Mathis Wissemann

Wirksames Coaching. Eine Anleitung. Bern: Huber.

Rezension von Petra Jagow

3 Min.

Das ist ein gutes Buch für Coachs - wissenschaftlich fundiert, gut strukturiert und sinnvoll aufgebaut. Seine beste Qualität macht dabei aus, dass es beim Lesen den Coach selbst wie im Rahmen eines Coaching-Prozesses Schritt für Schritt durch Themen, Aufgabenstellungen und lösungsorientierte Ansatzmöglichkeiten führt.
Damit kann sich auch jeder andere interessierte Leser ein umfassendes Bild vom Coaching als ziel- und damit erfolgsorientiertem Beratungsangebot machen. Den größten Gewinn wird dabei jedoch jemand haben, der bereits in Ansätzen über eigene Erfahrungen als Coach verfügt. Wer schon länger in diesem Feld arbeitet, der bekommt nochmals eine Fundierung und Reflexion bestimmter, bereits selbstverständlich gewordener Vorgehensweisen geboten.
Anders als in vielen anderen Werken verschwendet der Autor hier keine Zeit mit überzogener Selbstdarstellung oder der Lobpreisung allein selig machender Methoden. Es geht ihm sehr konsequent um die Präsentation eines funktionierenden Beratungsangebotes, mit dem der Klient aus der individuellen Ausgangslage heraus Ziele definieren und im Anschluss auch konkret erreichen kann.
Jeder der einzelnen Punkte wird zunächst bezüglich seiner Relevanz nachvollziehbar erläutert, darauf folgt eine Sichtung der vorhandenen wissenschaftlichen Grundlagen und sonstiger Forschung.
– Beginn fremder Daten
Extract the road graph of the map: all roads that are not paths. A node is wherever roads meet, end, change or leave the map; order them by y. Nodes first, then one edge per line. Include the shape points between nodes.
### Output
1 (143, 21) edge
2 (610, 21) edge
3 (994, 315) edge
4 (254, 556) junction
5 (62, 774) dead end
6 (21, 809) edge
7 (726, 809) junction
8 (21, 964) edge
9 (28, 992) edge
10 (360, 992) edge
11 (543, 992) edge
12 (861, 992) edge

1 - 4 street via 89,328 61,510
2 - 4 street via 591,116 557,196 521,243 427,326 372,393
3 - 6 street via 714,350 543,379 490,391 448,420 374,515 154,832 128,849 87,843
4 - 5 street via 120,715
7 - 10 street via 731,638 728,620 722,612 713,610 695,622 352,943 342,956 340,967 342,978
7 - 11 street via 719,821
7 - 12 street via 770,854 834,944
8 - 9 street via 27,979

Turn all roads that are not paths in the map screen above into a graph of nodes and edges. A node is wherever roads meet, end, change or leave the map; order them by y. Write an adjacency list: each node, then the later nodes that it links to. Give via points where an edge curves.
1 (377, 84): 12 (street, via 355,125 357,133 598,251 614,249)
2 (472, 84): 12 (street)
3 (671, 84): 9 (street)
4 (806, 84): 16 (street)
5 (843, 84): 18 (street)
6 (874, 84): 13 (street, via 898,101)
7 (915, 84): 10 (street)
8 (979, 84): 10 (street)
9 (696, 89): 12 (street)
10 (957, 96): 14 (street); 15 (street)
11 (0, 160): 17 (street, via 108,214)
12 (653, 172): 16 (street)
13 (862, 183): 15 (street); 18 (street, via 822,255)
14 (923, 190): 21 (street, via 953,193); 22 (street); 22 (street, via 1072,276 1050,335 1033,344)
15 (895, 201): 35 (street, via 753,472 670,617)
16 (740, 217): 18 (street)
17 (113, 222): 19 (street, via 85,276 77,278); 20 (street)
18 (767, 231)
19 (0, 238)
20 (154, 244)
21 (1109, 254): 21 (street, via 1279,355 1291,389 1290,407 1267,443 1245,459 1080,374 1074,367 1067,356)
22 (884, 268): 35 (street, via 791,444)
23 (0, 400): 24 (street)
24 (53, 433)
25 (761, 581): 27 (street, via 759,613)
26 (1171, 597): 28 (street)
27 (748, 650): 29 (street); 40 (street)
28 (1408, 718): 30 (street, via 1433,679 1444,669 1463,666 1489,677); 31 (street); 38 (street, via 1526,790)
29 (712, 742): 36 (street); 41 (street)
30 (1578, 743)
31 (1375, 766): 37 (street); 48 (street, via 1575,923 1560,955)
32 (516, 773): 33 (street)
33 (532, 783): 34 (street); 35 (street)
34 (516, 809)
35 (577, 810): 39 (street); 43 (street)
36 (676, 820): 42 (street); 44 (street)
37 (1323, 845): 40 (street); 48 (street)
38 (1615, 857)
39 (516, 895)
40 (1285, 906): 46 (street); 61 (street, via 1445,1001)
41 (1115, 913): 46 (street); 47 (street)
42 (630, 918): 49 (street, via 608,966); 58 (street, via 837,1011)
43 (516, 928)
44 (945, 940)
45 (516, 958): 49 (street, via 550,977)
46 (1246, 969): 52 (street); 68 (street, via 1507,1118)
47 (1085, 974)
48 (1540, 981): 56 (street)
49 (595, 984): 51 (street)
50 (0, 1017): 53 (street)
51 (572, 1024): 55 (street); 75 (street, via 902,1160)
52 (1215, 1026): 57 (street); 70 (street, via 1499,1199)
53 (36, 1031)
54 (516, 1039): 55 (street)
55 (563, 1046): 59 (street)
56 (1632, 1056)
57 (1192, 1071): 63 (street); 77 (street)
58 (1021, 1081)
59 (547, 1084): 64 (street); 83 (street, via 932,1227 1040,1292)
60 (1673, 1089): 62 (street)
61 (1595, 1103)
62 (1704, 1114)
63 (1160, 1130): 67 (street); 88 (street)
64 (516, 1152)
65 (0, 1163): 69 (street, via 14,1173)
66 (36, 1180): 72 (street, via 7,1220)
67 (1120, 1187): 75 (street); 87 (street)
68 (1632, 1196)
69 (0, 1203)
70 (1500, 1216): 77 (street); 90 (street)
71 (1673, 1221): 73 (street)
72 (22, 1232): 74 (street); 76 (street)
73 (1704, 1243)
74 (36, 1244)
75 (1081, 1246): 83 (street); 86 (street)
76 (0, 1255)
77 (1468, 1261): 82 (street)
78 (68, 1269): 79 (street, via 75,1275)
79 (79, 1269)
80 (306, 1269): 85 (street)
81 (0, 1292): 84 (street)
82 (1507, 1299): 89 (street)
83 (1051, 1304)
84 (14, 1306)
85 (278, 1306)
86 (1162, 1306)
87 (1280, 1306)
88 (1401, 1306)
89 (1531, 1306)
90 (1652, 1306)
Deren Ergebnisse werden ob ihrer Brauchbarkeit und Praktikabilität für das Coaching überprüft und - falls plausibel - modellhaft dargestellt. Auch wer kein Freund von schematischen Schaubildern ist, kann so auf einen Blick erfassen, welche Aspekte wie miteinander in Bezug gesetzt wurden. Somit einmal aufgegriffen und verankert, folgt eine Anreicherung mit gelegentlich eingestreuten Praxisbeispielen ergänzt durch methodische Instrumente für bestimmte Aspekte im laufenden Prozess. Relevante und nochmals verdichtete Informationen finden sich in grau hinterlegten Kästen extra ausgerückt, was beim schnellen Nachschlagen bei der Orientierung sicher hilfreich sein dürfte.
Selbst wer aus einer speziellen Schule, Richtung oder Ausbildung kommt, findet hier an denselben Stellen strukturell verwandte Hinweise. In der Intensivberatung spricht man von "Zuspitzung", wenn etwas so verdichtet und extremisiert werden soll, dass darüber etwas schwer Zugängliches deutlich werden kann. Hier wird Ähnliches vorgeschlagen: z. B. bei der Anwendung von "Trauerreden zur eigenen Beerdigung". Wer darf und soll dort reden? Und was möchte man über sich gesagt wissen? Eine notwendige und hilfreiche Zuspitzung bei Themen wie "Ziele für das eigene Leben", was damit bereits zu den äußerst anspruchsvollen Fragestellungen im Coaching gezählt werden darf.
Auch die Abfolge der Kapitel von "Begründung des Coachings nach Wirkfaktoren, Unterscheidung von Klärung und Problembewältigung, Ressourcenorientierung, Bedürfnisorientierung …" bis hin zu "Coaching zur Führung der eigenen Person, Methoden im Coaching und Ablauf eines Coaching-Prozesses" mit zusammenfassender Funktion und zusätzlich operativ-organisatorisch sinnvollen Details wirkt reiflich überlegt und baut Zug um Zug schlüssig aufeinander auf. So kommen wirklich alle möglichen Themen vor - mit stetig steigendem Schwierigkeitsgrad.
Insgesamt also eine durchgängig positive Rezension, was viel über den Autor und sein profundes Fachwissen sowie seine Bereitschaft zur verständlichen Vermittlung desselben aussagt. Dass es von der Tonality her leider etwas trocken bleibt, liegt am Gegenstand, der allerdings angemessen und anspruchsvoll aufbereitet wurde.
So ist die einzige Stelle, die wirklich zum Schmunzeln einlädt, ein Zitat ganz zu Beginn bezüglich der wissenschaftlichen Argumentation jenseits von Zielgruppen-Befragungen: "… haben Coachs einfach nach ihrer Meinung gefragt. In Abwandlung eines verbreiteten Sprichwortes kann man darauf verweisen, dass wenn man die Frösche befragt, wie eine schöne Landschaft aussieht, dabei immer ein Sumpf herauskommt."